Try it:
Please find all lines in the data that hold the string "main" and copy them.

Records for this task:
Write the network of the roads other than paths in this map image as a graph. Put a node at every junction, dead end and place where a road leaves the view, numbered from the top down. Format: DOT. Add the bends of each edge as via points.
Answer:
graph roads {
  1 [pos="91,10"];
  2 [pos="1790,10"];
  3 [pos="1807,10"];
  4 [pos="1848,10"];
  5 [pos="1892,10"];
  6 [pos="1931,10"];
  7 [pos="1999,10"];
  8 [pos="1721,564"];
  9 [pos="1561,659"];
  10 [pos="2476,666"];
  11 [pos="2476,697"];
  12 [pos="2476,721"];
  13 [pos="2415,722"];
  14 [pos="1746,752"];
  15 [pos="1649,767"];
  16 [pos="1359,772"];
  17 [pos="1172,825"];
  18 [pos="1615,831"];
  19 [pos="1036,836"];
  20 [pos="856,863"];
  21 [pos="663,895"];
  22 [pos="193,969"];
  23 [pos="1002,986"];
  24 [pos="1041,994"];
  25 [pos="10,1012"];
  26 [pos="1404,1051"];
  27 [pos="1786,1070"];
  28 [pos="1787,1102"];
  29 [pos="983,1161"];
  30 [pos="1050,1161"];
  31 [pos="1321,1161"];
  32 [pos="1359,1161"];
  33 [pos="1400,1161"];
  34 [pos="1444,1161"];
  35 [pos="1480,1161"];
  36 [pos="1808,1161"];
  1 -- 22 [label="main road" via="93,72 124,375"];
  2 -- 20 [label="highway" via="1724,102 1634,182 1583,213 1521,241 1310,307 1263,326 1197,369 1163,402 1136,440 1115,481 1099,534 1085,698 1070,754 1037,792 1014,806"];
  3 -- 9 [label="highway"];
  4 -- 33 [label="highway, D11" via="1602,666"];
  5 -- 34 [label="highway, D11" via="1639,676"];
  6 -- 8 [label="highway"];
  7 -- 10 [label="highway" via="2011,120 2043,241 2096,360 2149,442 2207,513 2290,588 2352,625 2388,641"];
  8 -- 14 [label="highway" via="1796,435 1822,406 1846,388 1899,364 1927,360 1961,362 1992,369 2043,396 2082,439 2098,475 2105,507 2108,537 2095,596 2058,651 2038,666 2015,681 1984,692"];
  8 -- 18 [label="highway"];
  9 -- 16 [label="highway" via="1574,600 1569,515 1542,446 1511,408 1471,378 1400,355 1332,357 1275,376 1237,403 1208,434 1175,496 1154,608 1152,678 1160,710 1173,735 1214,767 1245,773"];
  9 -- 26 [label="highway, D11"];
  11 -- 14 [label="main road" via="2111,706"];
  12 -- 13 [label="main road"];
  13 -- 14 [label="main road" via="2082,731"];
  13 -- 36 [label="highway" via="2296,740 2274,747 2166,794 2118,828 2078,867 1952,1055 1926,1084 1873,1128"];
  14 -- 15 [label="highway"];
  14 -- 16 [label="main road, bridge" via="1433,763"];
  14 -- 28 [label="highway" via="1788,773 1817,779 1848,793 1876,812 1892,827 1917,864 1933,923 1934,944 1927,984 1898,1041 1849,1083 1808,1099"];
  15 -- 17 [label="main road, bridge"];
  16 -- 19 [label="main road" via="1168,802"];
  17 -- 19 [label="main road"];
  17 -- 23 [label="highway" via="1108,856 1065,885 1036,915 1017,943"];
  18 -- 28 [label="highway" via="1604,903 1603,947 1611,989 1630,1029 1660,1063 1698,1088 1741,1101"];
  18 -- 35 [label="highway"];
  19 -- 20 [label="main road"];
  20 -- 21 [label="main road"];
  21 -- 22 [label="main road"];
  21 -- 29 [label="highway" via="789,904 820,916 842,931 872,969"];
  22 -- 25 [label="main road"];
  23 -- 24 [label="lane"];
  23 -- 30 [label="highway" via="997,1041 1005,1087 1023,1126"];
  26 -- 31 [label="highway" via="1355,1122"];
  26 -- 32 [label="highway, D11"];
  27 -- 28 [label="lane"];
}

Your solution:
  1 -- 22 [label="main road" via="93,72 124,375"];
  11 -- 14 [label="main road" via="2111,706"];
  12 -- 13 [label="main road"];
  13 -- 14 [label="main road" via="2082,731"];
  14 -- 16 [label="main road, bridge" via="1433,763"];
  15 -- 17 [label="main road, bridge"];
  16 -- 19 [label="main road" via="1168,802"];
  17 -- 19 [label="main road"];
  19 -- 20 [label="main road"];
  20 -- 21 [label="main road"];
  21 -- 22 [label="main road"];
  22 -- 25 [label="main road"];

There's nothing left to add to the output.